In the district of kronach, around 7 million disposable bottles could be saved each year for mineral water and soft drinks alone – if manufacturers and retailers consistently complied with the legal reusable quota. This has been pointed out by the trade union nahrung-genuss-gaststatten. The NGG upper franconia bases its calculation on a statistical per capita consumption of around 148 liters of mineral water and 116 liters of soft drinks per year. According to the german federal environment agency, the percentage of refillable bottles used here was recently only 33 percent. However, as of this year, a reusable bottle quota of 70 percent is required by law. For the difference of 37 percent, based on an average bottle size of one liter, this results in a plastic savings of 7 million bottles in the kronach district.
Mehrweg secures jobs
"Disposable bottles put massive pressure on the local environmental balance sheet. Because the plastic bottles, on which there is a 25 cent deposit, are shredded after only one use and "recycled", says michael grundl, managing director of NGG upper franconia. On the other hand, a 0.7-liter glass water bottle replaces 37 1-liter PET bottles in the eco-balance. This is the conclusion reached by the german environmental aid association (DUH). The reusable system is not only important in terms of environmental protection, says grundl. "If glass or sturdy plastic bottles are collected, cleaned and filled, this also secures jobs in the beverage industry. It employs more than 20000 people in bavaria." Mehrweg was also a decisive contribution against the "deposit chaos" in the super or beverage market, so the NGG. "Consumers complain that they often only get rid of their empties where they bought them. The best strategy is to use standard returnable bottles, such as the euro bottle for beer, which is widely used in bavaria. They are collected regionally and refilled – without having to travel long distances", according to grundl.
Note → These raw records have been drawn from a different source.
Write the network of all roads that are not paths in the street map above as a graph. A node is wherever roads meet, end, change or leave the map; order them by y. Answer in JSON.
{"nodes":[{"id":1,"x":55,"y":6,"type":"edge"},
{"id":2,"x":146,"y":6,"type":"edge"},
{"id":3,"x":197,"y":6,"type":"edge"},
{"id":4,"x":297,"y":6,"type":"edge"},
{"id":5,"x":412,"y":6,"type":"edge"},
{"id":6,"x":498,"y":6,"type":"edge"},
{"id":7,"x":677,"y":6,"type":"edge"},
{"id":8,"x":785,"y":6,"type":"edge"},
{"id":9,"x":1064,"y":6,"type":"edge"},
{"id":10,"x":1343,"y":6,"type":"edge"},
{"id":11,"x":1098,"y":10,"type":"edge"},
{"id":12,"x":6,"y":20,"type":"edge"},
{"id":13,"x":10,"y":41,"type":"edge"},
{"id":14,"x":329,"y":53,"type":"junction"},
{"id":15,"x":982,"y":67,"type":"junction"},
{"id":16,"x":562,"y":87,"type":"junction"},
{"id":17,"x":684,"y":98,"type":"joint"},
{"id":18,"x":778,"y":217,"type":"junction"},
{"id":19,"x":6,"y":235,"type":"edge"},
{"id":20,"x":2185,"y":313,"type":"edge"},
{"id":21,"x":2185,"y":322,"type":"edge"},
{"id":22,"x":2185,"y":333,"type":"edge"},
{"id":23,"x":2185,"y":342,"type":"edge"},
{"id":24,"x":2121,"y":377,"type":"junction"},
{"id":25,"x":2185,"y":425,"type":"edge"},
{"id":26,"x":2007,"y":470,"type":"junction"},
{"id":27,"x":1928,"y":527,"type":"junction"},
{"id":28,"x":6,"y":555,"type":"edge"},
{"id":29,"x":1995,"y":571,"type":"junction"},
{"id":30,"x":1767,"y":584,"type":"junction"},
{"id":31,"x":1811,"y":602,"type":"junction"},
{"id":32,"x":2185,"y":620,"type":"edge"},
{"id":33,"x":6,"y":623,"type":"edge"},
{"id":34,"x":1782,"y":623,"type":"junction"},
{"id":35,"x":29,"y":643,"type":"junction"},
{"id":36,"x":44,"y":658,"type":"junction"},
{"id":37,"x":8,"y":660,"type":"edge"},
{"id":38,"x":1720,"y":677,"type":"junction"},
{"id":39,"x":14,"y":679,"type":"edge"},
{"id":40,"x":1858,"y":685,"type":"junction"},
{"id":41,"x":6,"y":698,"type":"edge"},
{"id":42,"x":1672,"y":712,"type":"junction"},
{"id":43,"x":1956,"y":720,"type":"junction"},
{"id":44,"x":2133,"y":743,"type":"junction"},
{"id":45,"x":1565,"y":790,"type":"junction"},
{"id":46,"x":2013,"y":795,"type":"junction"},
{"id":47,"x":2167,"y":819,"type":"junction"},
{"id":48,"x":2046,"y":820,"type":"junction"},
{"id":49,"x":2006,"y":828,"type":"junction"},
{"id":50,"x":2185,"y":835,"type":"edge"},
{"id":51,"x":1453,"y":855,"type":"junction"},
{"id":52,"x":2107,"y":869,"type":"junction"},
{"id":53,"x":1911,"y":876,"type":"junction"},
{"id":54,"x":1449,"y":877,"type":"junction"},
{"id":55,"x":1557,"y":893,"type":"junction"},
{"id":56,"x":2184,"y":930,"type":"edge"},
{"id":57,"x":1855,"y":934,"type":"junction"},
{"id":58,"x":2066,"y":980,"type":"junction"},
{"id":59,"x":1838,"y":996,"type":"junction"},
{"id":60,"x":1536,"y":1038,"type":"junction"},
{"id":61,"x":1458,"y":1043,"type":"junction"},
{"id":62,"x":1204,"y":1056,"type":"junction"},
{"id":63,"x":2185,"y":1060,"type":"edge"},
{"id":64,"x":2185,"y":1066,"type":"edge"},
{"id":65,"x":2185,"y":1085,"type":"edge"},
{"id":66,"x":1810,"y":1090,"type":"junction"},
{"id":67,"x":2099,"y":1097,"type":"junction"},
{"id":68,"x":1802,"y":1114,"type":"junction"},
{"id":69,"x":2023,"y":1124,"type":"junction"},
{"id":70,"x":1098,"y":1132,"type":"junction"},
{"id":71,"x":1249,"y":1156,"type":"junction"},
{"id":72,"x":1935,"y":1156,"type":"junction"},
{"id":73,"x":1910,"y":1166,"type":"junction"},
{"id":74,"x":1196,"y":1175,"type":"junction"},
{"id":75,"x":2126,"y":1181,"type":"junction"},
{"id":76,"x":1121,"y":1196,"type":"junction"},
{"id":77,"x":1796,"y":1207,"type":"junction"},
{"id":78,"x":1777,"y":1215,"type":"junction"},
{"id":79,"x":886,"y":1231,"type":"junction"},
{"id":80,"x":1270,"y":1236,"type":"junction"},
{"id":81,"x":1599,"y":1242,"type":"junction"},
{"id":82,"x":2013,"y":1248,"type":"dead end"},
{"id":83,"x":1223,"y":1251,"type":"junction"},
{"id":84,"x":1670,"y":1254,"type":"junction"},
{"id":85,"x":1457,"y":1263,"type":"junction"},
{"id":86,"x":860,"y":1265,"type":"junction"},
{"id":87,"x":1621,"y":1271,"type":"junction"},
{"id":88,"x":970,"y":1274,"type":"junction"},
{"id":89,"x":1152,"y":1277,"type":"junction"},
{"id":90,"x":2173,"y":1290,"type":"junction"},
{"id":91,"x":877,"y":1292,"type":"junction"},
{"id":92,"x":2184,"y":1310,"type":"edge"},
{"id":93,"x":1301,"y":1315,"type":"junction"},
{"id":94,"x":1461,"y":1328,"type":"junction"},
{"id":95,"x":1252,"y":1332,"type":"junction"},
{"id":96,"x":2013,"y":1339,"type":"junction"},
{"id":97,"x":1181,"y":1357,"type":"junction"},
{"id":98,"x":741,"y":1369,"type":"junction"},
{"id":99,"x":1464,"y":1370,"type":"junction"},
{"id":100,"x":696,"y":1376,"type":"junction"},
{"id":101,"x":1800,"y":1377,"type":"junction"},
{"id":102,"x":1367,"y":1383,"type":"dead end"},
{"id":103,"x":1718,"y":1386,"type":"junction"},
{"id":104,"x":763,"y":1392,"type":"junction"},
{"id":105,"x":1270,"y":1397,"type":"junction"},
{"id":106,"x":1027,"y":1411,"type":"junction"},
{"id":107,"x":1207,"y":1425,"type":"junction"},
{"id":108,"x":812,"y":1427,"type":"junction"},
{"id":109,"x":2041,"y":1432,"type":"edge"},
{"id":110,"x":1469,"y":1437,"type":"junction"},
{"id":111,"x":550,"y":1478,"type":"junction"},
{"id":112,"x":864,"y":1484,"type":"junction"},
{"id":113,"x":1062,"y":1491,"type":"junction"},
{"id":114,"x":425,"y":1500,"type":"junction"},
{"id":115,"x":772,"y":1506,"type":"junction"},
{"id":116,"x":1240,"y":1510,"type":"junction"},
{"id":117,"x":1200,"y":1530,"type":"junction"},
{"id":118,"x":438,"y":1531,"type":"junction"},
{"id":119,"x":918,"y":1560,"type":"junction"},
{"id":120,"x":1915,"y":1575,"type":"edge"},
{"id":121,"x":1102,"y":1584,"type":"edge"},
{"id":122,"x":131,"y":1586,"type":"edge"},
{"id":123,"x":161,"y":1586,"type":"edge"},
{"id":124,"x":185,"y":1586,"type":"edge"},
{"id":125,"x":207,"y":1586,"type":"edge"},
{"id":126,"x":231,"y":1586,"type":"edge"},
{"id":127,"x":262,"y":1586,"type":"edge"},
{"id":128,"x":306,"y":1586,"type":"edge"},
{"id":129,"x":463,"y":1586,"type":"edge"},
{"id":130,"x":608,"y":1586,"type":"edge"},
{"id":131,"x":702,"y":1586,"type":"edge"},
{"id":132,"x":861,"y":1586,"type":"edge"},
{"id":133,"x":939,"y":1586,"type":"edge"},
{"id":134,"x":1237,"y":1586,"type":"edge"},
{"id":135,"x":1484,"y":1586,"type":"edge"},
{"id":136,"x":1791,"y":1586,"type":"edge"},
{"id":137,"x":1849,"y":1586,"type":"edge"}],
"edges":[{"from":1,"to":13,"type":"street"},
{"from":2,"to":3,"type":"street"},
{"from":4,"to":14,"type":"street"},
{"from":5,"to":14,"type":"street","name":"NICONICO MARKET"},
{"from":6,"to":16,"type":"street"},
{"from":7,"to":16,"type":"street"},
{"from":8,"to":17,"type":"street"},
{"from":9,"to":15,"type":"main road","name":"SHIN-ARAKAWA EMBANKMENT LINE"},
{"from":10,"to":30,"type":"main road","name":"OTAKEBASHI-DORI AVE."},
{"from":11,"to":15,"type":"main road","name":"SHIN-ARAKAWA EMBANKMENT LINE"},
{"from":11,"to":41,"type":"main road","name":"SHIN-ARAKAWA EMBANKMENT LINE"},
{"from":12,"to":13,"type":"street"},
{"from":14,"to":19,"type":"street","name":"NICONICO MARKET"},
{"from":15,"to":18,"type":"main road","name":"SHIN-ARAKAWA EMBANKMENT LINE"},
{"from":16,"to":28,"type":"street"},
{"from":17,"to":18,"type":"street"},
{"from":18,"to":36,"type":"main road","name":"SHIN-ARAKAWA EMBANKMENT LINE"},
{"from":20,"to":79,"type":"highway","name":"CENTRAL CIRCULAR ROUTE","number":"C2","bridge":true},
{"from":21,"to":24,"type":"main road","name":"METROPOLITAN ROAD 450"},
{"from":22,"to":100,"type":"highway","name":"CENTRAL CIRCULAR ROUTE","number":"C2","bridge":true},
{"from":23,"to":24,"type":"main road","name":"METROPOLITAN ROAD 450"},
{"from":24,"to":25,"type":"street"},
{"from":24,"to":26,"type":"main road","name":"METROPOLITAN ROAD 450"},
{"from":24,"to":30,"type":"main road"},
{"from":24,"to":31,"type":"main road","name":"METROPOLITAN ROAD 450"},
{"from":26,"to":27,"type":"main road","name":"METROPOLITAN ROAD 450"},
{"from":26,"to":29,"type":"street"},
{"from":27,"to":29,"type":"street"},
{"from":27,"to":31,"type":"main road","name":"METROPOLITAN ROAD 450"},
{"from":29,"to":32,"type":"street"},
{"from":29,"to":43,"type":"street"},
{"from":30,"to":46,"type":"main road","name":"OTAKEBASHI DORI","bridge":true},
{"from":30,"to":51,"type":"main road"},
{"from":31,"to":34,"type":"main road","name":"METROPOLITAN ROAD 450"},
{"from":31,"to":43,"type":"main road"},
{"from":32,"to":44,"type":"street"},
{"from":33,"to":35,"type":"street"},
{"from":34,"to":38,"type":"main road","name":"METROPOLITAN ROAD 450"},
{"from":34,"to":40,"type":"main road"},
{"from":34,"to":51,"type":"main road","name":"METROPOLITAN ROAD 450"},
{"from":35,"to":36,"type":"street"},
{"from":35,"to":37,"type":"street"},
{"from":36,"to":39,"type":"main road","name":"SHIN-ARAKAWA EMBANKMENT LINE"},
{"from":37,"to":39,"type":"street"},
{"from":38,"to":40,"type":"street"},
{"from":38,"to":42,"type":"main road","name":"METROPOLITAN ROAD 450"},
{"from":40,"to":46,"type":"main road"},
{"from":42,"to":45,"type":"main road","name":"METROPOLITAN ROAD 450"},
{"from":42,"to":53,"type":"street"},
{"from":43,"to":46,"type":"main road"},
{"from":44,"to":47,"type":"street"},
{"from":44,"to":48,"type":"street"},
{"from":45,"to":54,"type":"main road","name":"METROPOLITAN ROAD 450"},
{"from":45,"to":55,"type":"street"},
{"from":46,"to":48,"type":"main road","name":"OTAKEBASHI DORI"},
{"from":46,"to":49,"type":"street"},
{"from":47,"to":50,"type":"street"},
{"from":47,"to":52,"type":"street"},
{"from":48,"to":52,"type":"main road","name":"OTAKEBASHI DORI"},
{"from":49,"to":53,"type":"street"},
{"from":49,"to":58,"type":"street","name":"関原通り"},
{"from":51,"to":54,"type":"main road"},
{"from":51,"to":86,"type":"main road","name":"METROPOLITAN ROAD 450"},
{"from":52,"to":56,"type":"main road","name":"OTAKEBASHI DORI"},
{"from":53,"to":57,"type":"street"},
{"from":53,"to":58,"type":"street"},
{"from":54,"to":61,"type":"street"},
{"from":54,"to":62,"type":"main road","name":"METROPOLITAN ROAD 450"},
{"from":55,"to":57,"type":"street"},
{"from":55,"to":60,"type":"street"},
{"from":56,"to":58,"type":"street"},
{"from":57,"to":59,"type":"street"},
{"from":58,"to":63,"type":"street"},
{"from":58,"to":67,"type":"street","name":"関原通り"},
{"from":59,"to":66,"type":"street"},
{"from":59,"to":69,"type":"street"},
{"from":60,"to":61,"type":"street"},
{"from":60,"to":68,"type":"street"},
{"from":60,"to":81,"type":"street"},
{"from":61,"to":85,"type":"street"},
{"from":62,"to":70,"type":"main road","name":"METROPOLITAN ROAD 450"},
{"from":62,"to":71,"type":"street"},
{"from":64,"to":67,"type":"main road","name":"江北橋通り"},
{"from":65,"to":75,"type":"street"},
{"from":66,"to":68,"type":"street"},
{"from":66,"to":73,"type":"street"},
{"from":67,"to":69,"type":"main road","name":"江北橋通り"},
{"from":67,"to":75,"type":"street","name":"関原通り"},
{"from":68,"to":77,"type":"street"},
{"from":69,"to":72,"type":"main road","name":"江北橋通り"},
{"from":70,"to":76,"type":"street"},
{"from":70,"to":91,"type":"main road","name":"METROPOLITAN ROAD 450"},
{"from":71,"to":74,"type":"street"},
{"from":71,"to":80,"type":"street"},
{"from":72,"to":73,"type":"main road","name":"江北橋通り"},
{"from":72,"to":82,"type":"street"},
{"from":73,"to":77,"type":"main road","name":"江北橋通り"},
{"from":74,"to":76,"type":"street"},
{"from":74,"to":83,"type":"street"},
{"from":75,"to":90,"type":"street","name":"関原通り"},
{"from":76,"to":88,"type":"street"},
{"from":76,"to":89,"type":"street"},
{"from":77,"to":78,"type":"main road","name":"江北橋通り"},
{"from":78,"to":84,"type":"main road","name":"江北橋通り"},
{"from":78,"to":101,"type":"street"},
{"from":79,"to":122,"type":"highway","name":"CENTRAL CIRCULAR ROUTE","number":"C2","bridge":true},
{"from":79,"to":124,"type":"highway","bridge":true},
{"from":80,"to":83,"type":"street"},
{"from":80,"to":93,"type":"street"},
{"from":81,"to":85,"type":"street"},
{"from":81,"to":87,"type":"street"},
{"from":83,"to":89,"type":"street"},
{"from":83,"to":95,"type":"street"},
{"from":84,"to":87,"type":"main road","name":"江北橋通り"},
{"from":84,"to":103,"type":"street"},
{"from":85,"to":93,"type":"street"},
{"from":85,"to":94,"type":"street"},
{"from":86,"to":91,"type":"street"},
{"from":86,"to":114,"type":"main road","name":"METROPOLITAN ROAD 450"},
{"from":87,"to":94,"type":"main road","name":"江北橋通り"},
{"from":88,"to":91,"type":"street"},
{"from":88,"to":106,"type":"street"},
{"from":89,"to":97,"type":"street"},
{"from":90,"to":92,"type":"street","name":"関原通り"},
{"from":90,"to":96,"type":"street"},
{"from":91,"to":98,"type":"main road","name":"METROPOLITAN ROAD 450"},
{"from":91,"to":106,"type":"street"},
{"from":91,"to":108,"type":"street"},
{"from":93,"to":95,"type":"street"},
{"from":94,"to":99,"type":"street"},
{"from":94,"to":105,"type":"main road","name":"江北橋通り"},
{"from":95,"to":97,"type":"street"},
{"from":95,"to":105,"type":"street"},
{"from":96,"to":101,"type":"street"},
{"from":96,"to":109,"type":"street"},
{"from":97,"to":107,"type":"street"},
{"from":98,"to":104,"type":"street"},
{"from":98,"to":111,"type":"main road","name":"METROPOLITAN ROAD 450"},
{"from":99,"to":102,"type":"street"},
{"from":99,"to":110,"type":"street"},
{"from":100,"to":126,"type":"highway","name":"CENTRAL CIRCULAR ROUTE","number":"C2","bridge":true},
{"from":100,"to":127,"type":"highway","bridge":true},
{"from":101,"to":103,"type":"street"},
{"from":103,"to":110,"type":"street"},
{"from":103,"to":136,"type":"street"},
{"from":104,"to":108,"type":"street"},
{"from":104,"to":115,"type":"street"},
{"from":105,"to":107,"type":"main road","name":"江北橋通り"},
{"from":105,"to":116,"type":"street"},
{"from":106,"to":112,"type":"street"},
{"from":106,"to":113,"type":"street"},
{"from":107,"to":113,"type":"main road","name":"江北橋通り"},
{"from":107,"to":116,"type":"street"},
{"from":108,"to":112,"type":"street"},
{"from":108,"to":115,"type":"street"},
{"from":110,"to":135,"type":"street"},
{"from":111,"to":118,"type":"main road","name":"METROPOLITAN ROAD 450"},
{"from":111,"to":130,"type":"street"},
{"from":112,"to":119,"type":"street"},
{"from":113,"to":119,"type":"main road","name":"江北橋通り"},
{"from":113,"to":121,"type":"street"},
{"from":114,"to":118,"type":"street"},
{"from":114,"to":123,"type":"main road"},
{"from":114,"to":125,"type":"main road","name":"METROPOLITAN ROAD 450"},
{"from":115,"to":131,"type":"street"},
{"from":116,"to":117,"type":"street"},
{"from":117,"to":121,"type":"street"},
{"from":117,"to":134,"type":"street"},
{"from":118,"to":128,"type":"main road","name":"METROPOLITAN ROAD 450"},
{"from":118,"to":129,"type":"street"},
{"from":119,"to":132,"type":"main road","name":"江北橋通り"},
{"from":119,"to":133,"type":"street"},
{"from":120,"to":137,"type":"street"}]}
"Ending the disposable trend"
The NGG calls on beverage manufacturers and retailers to stop the "one-way trend at the expense of the environment and jobs" to finish. Politics, too, could no longer stand idly by and watch as reusable bottles were pushed off the market, grundl emphasizes. The issue is at the top of the federal government’s agenda. "Environment minister schulze should quickly convene a multi-way summit – and make sure that a violation of the quota has consequences." Producers who do not comply with the reusable quota have not had to face any sanctions so far.